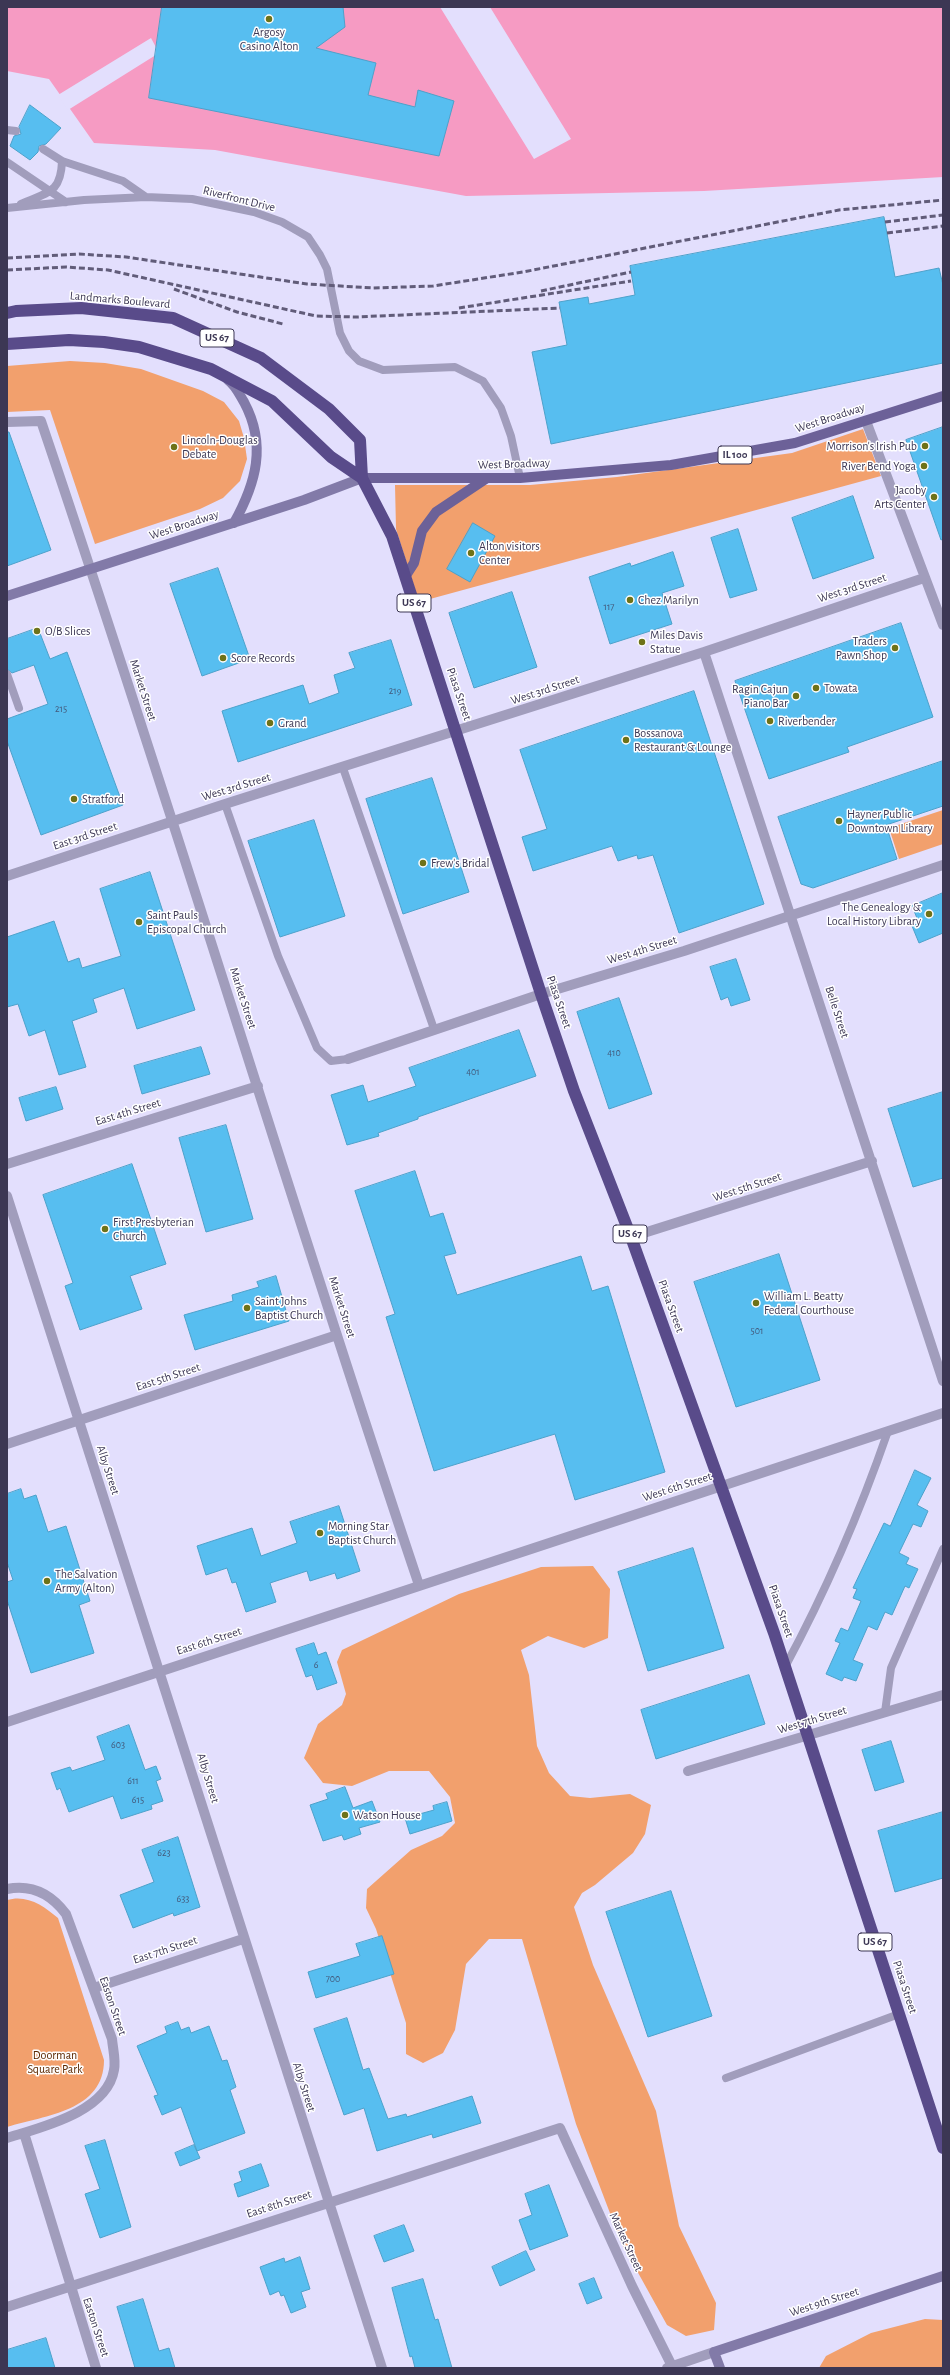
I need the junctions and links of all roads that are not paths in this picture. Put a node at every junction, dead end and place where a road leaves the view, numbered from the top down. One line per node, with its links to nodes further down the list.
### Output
1 (7, 130): 2 (lane)
2 (16, 131)
3 (43, 149): 4 (lane)
4 (62, 161): 6 (lane); 7 (lane)
5 (7, 162): 6 (lane)
6 (50, 191): 8 (lane); 9 (lane)
7 (146, 197): 8 (lane, Riverfront Drive); 18 (lane, Riverfront Drive)
8 (66, 202): 9 (lane, Riverfront Drive)
9 (10, 208)
10 (7, 313): 16 (highway, Landmarks Boulevard / US 67)
11 (7, 344): 12 (highway, US 67)
12 (218, 373): 16 (highway, US 67); 19 (street)
13 (943, 396): 14 (main road, West Broadway / IL 100)
14 (866, 421): 18 (main road, West Broadway / IL 100); 22 (street)
15 (7, 422): 20 (street, Market Street)
16 (362, 478): 17 (main road, West Broadway / IL 100); 19 (street, West Broadway); 21 (highway, Piasa Street / US 67)
17 (486, 478): 18 (main road, West Broadway / IL 100); 21 (main road)
18 (520, 478)
19 (234, 523): 20 (street, West Broadway)
20 (91, 569): 23 (street, West Broadway); 31 (street, Market Street)
21 (405, 577): 28 (highway, Piasa Street / US 67)
22 (924, 578): 24 (street); 25 (street, West 3rd Street)
23 (7, 596)
24 (943, 625)
25 (704, 652): 28 (street, West 3rd Street); 34 (street, Belle Street)
26 (7, 674): 27 (lane)
27 (19, 708)
28 (457, 731): 29 (street, West 3rd Street); 35 (highway, Piasa Street / US 67)
29 (343, 768): 30 (street, West 3rd Street); 36 (lane)
30 (225, 804): 31 (street, West 3rd Street); 37 (lane)
31 (172, 821): 33 (street, East 3rd Street); 38 (street, Market Street)
32 (943, 865): 34 (street, West 4th Street)
33 (7, 876)
34 (792, 916): 35 (street, West 4th Street); 39 (street, Belle Street)
35 (541, 994): 36 (street, West 4th Street); 42 (highway, Piasa Street / US 67)
36 (434, 1029): 37 (street, West 4th Street)
37 (348, 1059)
38 (258, 1086): 40 (street, East 4th Street); 43 (street, Market Street)
39 (872, 1161): 42 (street, West 5th Street); 44 (street, Belle Street)
40 (7, 1164)
41 (7, 1196): 46 (street, Alby Street)
42 (631, 1238): 49 (highway, Piasa Street / US 67)
43 (338, 1334): 46 (street, East 5th Street); 51 (street, Market Street)
44 (943, 1381)
45 (943, 1413): 47 (street, West 6th Street)
46 (78, 1421): 48 (street, East 5th Street); 53 (street, Alby Street)
47 (888, 1431): 49 (street, West 6th Street); 52 (lane)
48 (7, 1444)
49 (722, 1486): 51 (street, West 6th Street); 52 (highway, Piasa Street / US 67)
50 (943, 1549): 55 (lane)
51 (420, 1585): 53 (street, East 6th Street)
52 (785, 1667): 57 (highway, Piasa Street / US 67)
53 (158, 1672): 56 (street, East 6th Street); 60 (street, Alby Street)
54 (943, 1695): 55 (street, West 7th Street)
55 (886, 1712): 57 (street, West 7th Street)
56 (7, 1722)
57 (807, 1735): 58 (street, West 7th Street); 62 (highway, Piasa Street / US 67)
58 (688, 1772)
59 (7, 1889): 61 (street, Easton Street)
60 (244, 1939): 61 (street, East 7th Street); 68 (street, Alby Street)
61 (94, 1988): 65 (street, Easton Street)
62 (899, 2014): 63 (lane); 67 (highway, Piasa Street / US 67)
63 (726, 2078)
64 (560, 2128): 68 (street, East 8th Street); 73 (street, Market Street)
65 (24, 2133): 66 (street); 70 (street, Easton Street)
66 (7, 2138)
67 (943, 2148)
68 (327, 2202): 70 (street, East 8th Street); 75 (street, Alby Street)
69 (943, 2276): 72 (street, West 9th Street)
70 (70, 2286): 71 (street, East 8th Street); 74 (street, Easton Street)
71 (7, 2307)
72 (714, 2352): 73 (street); 76 (street)
73 (670, 2367)
74 (96, 2368)
75 (382, 2368)
76 (720, 2368)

※ ※ ※

[YOUR GOAL] Whenever the string "Belle" shows up on a line of the listing, copy that line.

[TASK SOLUTION]
25 (704, 652): 28 (street, West 3rd Street); 34 (street, Belle Street)
34 (792, 916): 35 (street, West 4th Street); 39 (street, Belle Street)
39 (872, 1161): 42 (street, West 5th Street); 44 (street, Belle Street)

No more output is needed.